Adrian Langtry/Shutterstock/SIPA

Le Covid a coûté cher aux grands magasins parisiens, qui ont dû fermer pendant plusieurs mois, et qui ont pâti de l’absence des clients chinois, qui représentaient 40% des clients. Le groupe Galeries Lafayette aurait pu en mourir mais, miracle, les choses commencent enfin à aller mieux.

Les actionnaires de ce groupe familial ont pris une décision courageuse en revendant une quarantaine de leurs magasins de province, souvent des Nouvelles Galeries et qui continuent plus ou moins bien sous un régime de franchise. Ils ont aussi vendu le BHV, leur autre grand magasin parisien et se sont un peu désengagés du groupe Carrefour.
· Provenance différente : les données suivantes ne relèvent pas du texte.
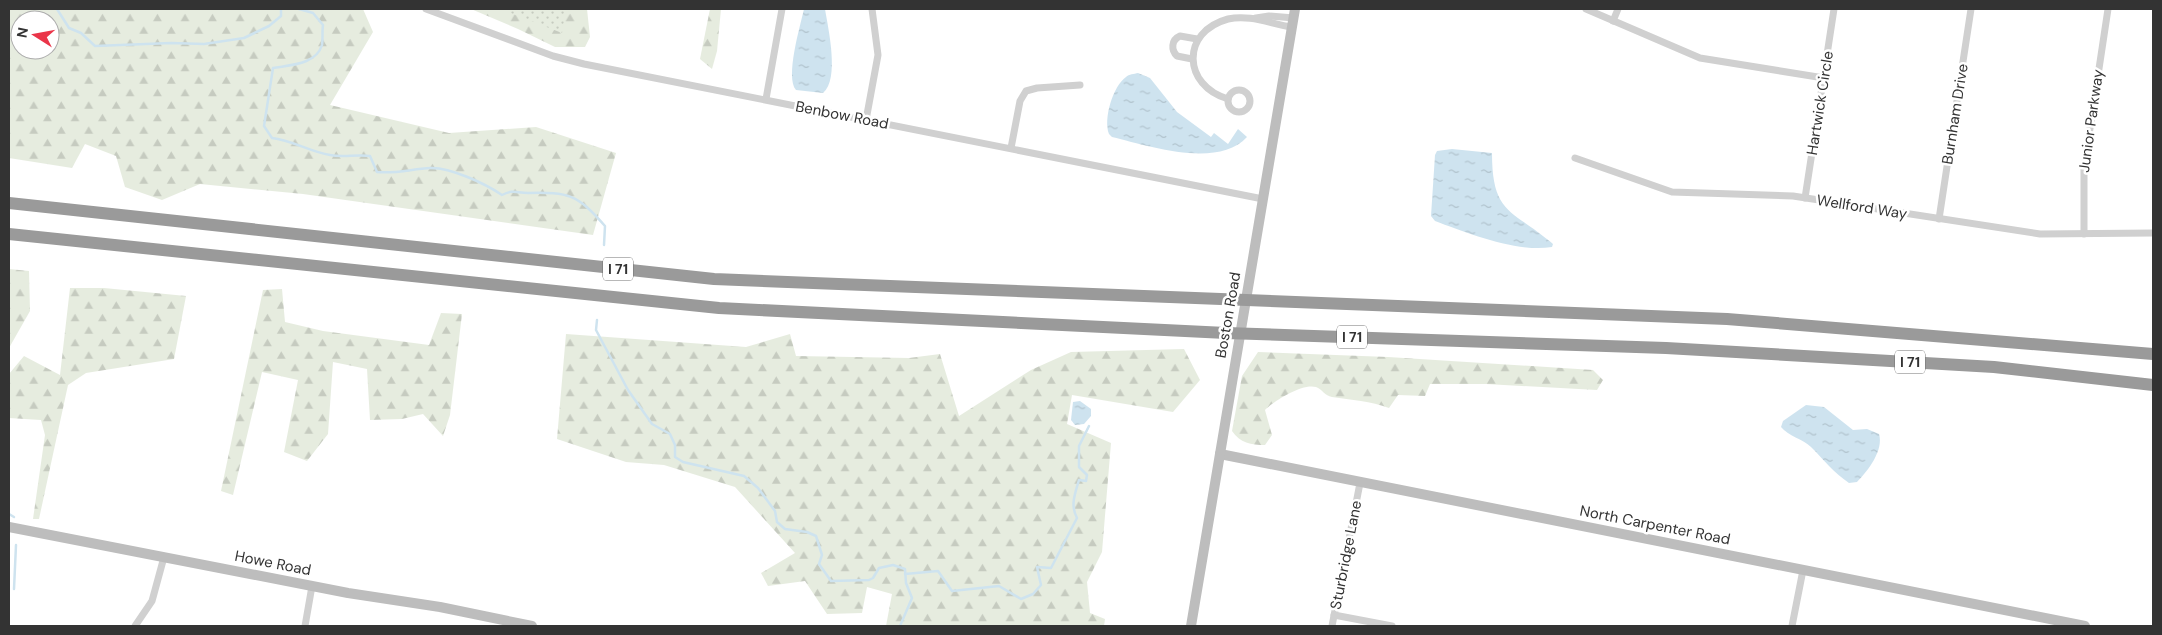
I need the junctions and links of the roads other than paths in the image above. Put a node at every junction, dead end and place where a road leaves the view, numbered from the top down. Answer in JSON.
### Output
{"nodes":[{"id":1,"x":426,"y":9,"type":"edge"},
{"id":2,"x":782,"y":9,"type":"edge"},
{"id":3,"x":872,"y":9,"type":"edge"},
{"id":4,"x":1586,"y":9,"type":"edge"},
{"id":5,"x":1618,"y":9,"type":"edge"},
{"id":6,"x":1834,"y":9,"type":"edge"},
{"id":7,"x":1971,"y":9,"type":"edge"},
{"id":8,"x":2108,"y":9,"type":"edge"},
{"id":9,"x":1294,"y":18,"type":"edge"},
{"id":10,"x":1613,"y":21,"type":"junction"},
{"id":11,"x":1197,"y":39,"type":"junction"},
{"id":12,"x":1192,"y":59,"type":"junction"},
{"id":13,"x":1824,"y":78,"type":"junction"},
{"id":14,"x":1080,"y":85,"type":"dead end"},
{"id":15,"x":766,"y":99,"type":"junction"},
{"id":16,"x":1228,"y":99,"type":"dead end"},
{"id":17,"x":866,"y":120,"type":"junction"},
{"id":18,"x":1010,"y":148,"type":"junction"},
{"id":19,"x":1575,"y":158,"type":"dead end"},
{"id":20,"x":1805,"y":198,"type":"junction"},
{"id":21,"x":1263,"y":199,"type":"junction"},
{"id":22,"x":9,"y":203,"type":"edge"},
{"id":23,"x":1939,"y":219,"type":"junction"},
{"id":24,"x":2153,"y":233,"type":"edge"},
{"id":25,"x":9,"y":234,"type":"edge"},
{"id":26,"x":2084,"y":234,"type":"junction"},
{"id":27,"x":2153,"y":354,"type":"edge"},
{"id":28,"x":2153,"y":385,"type":"edge"},
{"id":29,"x":1220,"y":454,"type":"junction"},
{"id":30,"x":1360,"y":483,"type":"junction"},
{"id":31,"x":9,"y":527,"type":"edge"},
{"id":32,"x":164,"y":557,"type":"junction"},
{"id":33,"x":1803,"y":570,"type":"junction"},
{"id":34,"x":312,"y":586,"type":"junction"},
{"id":35,"x":1334,"y":615,"type":"junction"},
{"id":36,"x":134,"y":626,"type":"edge"},
{"id":37,"x":305,"y":626,"type":"edge"},
{"id":38,"x":532,"y":626,"type":"edge"},
{"id":39,"x":1191,"y":626,"type":"edge"},
{"id":40,"x":1332,"y":626,"type":"edge"},
{"id":41,"x":1392,"y":626,"type":"edge"},
{"id":42,"x":1792,"y":626,"type":"edge"},
{"id":43,"x":2085,"y":626,"type":"edge"}],
"edges":[{"from":1,"to":15,"type":"street","name":"Benbow Road"},
{"from":2,"to":15,"type":"street"},
{"from":3,"to":17,"type":"street"},
{"from":4,"to":10,"type":"street"},
{"from":5,"to":10,"type":"street"},
{"from":6,"to":13,"type":"street","name":"Hartwick Circle"},
{"from":7,"to":23,"type":"street","name":"Burnham Drive"},
{"from":8,"to":26,"type":"street","name":"Junior Parkway"},
{"from":9,"to":11,"type":"street"},
{"from":9,"to":21,"type":"street","name":"Boston Road"},
{"from":10,"to":13,"type":"street"},
{"from":11,"to":12,"type":"street"},
{"from":11,"to":12,"type":"street"},
{"from":12,"to":16,"type":"street"},
{"from":13,"to":20,"type":"street","name":"Hartwick Circle"},
{"from":14,"to":18,"type":"street"},
{"from":15,"to":17,"type":"street","name":"Benbow Road"},
{"from":17,"to":18,"type":"street","name":"Benbow Road"},
{"from":18,"to":21,"type":"street","name":"Benbow Road"},
{"from":19,"to":20,"type":"street","name":"Wellford Way"},
{"from":20,"to":23,"type":"street","name":"Wellford Way"},
{"from":21,"to":29,"type":"street","name":"Boston Road"},
{"from":22,"to":27,"type":"highway","number":"I 71"},
{"from":23,"to":26,"type":"street","name":"Wellford Way"},
{"from":24,"to":26,"type":"street","name":"Wellford Way"},
{"from":25,"to":28,"type":"highway","number":"I 71"},
{"from":29,"to":30,"type":"street","name":"North Carpenter Road"},
{"from":29,"to":39,"type":"street","name":"Boston Road"},
{"from":30,"to":33,"type":"street","name":"North Carpenter Road"},
{"from":30,"to":35,"type":"street","name":"Sturbridge Lane"},
{"from":31,"to":32,"type":"street","name":"Howe Road"},
{"from":32,"to":34,"type":"street","name":"Howe Road"},
{"from":32,"to":36,"type":"street"},
{"from":33,"to":42,"type":"street"},
{"from":33,"to":43,"type":"street","name":"North Carpenter Road"},
{"from":34,"to":37,"type":"street"},
{"from":34,"to":38,"type":"street","name":"Howe Road"},
{"from":35,"to":40,"type":"street","name":"Sturbridge Lane"},
{"from":35,"to":41,"type":"street"}]}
Avec l’argent économisé ou récupéré – au-delà de s’être débarrassé de foyers de pertes – le groupe a pu réinvestir. D’une part, Galeries Lafayette pris le contrôle à 100% de La Redoute, qui avec sa marque AM-PM est aussi devenu un gros acteur du meuble. D’autre part, il a réinvesti 400 millions sur 5 ans pour moderniser son navire amiral parisien. C’est très important parce qu’un grand magasin doit être attractif. Il faut repenser l’espace, faire venir de nouvelles marques, créer de nouvelles attractions, investir dans la communication. Les dirigeants l’ont fait, et ça commence à payer.

Les Chinois ne représentent plus que 20% des visiteurs

Le groupe ne perd plus d’argent mais les charges ont augmenté, qu’il s’agisse du coût de l’énergie ou des salaires. La clientèle a aussi changé de profil. Avant le Covid, on comptait un tiers de Chinois, un tiers de Français et un tiers de touristes du reste du monde. Aujourd’hui les Français, qui dépensent souvent moins, représentent 40% des visiteurs. Ils sont revenus et c’est la bonne nouvelle. Les Chinois ne représentent plus que 20% des visiteurs et ce ne sont plus des groupes mais des clients individuels, plus difficiles à attirer.

L’autre bonne nouvelle c’est que les Américains ont profité du dollar fort pour revenir en masse. L’an dernier, le groupe a quand même attiré plus de 30 millions de clients et réalisé presque deux milliard de chiffre d’affaires au sein de son magasin du boulevard Haussmann. La parenthèse du Covid n’est pas encore refermée mais presque. Dans le textile, la mode, beaucoup de marques ont souffert depuis deux ans.

A lire aussi

 

 

La force du grand magasin et des Galeries Lafayette en particulier est de ne pas mettre tous ses œufs dans le même panier. Il y a des gammes de prix très étendues, du luxe à des produits accessibles et le magasin peut rester à la mode en attirant les nouvelles marques jeunes que les clients aiment venir découvrir dans les magasins qui sont de vraies destinations. Le Covid n’a pas tué les Galeries. Le ecommerce non plus.